"We think it will be very good for enterprises and hopefully for environmental protection too," said Eva Kraav, the Environment Ministry's secretary general who drafted the new law.
Under the previous legislation, companies that could prove they reduced their pollution emissions by 25 percent in the past year were exempt from paying a special tax on pollution.
To qualify, firms needed to submit a detailed plan to the Environment Ministry that outlined how they would go about reducing their emissions of 15 different pollutants.
At the end of the year the ministry would check to see if the 25 percent reduction was achieved and at that point the company would be issued an exemption from paying the pollution tax, or charge as the government prefers to call it.

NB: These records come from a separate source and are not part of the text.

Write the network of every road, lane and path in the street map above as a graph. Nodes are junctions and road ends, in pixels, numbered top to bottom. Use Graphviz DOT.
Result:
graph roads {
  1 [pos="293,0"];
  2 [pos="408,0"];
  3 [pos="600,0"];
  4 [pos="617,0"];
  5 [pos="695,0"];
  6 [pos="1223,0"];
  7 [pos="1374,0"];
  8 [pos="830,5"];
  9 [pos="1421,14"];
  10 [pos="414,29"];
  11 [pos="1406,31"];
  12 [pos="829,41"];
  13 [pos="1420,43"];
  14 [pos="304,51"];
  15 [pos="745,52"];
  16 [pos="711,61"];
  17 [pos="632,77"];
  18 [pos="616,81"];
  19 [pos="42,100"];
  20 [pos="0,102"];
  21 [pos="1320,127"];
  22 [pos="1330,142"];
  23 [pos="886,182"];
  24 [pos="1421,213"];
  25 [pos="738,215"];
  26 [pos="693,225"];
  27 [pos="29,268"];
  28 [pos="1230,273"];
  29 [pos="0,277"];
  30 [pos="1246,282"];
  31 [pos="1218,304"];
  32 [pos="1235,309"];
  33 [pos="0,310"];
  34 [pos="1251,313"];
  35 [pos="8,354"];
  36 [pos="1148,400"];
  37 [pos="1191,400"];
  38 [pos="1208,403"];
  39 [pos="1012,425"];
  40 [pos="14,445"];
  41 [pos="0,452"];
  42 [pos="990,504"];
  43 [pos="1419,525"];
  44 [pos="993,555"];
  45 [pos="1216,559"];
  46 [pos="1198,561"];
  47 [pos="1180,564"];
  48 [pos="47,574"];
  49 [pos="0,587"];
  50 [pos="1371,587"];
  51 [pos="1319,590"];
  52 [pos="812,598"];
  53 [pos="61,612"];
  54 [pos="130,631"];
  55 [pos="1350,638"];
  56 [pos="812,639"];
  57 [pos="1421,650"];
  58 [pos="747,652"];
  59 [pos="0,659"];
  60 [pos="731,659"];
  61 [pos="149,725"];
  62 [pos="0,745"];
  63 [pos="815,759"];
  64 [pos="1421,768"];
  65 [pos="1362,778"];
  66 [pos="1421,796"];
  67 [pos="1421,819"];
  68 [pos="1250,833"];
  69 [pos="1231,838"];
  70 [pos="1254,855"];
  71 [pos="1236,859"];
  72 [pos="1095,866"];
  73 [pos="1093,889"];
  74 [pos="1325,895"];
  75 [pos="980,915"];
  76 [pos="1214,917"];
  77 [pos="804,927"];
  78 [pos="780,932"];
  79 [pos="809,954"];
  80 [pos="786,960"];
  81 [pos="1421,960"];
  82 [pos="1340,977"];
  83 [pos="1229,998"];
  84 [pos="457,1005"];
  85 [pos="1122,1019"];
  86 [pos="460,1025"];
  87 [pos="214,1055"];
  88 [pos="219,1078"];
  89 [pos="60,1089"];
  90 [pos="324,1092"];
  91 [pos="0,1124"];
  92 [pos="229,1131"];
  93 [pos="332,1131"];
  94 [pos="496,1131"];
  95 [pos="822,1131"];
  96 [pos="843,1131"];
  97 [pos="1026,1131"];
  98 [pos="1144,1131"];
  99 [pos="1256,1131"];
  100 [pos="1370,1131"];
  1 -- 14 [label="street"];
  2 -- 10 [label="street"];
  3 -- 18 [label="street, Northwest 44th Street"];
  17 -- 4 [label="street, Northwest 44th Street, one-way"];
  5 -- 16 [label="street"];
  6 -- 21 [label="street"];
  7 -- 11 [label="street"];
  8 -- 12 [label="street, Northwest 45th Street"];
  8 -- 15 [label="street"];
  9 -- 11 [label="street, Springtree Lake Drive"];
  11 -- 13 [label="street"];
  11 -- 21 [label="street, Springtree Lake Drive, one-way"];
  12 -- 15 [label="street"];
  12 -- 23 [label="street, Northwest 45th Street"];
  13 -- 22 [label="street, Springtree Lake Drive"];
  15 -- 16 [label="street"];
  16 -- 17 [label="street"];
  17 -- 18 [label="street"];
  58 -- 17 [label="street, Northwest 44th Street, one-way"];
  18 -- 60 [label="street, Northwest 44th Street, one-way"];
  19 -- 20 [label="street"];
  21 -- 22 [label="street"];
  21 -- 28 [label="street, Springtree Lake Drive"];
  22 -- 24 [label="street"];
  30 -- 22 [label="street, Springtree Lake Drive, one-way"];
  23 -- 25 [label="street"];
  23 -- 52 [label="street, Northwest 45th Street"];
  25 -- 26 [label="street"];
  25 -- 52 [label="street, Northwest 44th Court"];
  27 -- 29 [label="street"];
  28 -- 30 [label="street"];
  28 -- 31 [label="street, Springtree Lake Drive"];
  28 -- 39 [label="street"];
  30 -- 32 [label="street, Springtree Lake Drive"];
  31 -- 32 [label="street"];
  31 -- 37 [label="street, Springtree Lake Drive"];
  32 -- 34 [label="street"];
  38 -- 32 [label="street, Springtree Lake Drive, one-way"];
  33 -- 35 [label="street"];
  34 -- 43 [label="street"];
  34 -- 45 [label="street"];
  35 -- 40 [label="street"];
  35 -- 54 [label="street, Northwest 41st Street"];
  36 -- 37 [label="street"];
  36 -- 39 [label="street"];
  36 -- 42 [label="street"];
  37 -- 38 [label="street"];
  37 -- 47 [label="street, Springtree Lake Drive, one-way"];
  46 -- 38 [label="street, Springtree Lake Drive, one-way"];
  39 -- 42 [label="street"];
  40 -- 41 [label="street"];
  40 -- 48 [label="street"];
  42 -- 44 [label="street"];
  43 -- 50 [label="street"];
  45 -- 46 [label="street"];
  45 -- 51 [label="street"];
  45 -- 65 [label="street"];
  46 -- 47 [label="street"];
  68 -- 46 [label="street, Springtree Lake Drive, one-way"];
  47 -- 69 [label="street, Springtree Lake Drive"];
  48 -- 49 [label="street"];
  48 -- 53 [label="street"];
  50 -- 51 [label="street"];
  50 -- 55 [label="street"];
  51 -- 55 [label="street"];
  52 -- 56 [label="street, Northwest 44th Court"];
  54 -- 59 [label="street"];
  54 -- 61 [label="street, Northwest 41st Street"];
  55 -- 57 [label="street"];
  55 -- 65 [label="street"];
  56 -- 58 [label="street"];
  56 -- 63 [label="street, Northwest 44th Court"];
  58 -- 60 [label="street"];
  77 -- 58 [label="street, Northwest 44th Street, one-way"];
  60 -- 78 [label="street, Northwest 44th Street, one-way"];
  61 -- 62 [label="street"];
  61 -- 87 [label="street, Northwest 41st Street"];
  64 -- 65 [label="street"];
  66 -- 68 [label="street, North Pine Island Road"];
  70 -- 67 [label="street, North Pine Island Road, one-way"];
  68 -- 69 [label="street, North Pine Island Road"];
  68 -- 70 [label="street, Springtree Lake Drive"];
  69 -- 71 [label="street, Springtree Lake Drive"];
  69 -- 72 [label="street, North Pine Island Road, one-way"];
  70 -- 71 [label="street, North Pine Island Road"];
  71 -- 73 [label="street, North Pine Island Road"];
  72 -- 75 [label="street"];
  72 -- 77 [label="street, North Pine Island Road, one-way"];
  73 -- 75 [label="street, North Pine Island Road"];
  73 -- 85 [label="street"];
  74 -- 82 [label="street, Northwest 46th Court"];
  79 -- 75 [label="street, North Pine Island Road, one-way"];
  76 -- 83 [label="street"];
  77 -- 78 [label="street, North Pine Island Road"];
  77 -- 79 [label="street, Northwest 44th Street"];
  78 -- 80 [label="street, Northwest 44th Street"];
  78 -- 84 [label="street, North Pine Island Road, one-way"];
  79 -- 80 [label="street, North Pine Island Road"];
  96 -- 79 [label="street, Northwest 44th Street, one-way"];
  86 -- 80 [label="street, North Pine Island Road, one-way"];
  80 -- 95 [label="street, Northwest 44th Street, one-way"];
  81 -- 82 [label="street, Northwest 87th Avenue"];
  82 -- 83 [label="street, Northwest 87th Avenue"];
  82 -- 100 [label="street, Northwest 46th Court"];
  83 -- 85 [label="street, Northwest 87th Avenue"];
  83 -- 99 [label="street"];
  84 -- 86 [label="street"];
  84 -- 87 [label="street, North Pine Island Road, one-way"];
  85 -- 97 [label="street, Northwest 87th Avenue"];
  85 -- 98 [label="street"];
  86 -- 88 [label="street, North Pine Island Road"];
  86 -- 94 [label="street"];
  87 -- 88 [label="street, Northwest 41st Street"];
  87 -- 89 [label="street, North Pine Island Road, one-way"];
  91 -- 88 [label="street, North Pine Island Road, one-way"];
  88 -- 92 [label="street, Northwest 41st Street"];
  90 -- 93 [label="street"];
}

But since this rule was enacted in 1993, only one firm, the large Kunda Nordic Cement company, has qualified for the exemption.
"It is hard to make all the necessary changes in just one year, it costs a lot of money," said Kraav. "The cement factory was only able to do it because they managed to get a loan from the International Monetary Fund."
Now, with the changes approved by Parliament in late February, companies have three years to achieve a 25 percent reduction in pollution. And instead of getting the tax exemption only after the firm can demonstrate it is polluting less, companies will qualify for the exemption as soon as the Environment Ministry approves their pollution reduction plan.
The government hopes entrepreneurs will be able to use the money they save by not paying the tax to help cover the costs of making their operations more environmentally friendly.
Green groups are concerned that by giving businesses their reward right away, some firms may not follow through and deliver on their promises.
But the government insists it will have tight controls in place. Companies that apply for the tax exemption will have to sign an agreement with the ministry allowing regular monitoring to take place. The agreement will also stipulate the penalty a company will have to pay if it does not fulfill their end of the deal.
"It will be set up so that it will not be in their interest to not follow through," Kraav said.
The business community is reserving judgment until the details of how the system will work are made clear.
"It sounds nice," said Reet Teder, a lawyer and tax expert with the Estonian Chamber of Commerce. "It will depend on how expensive the applications for the tax exemption will cost. If you don't need to pay the pollution tax but the application and state fee [for the exemption] is 200,000 kroons, then that could end up being equal to the original tax."
The law is part of a wider government effort to get Estonian industry to meet the stiff environmental protection requirements of European Union membership. Estonia began entry talks to enter the EU last March.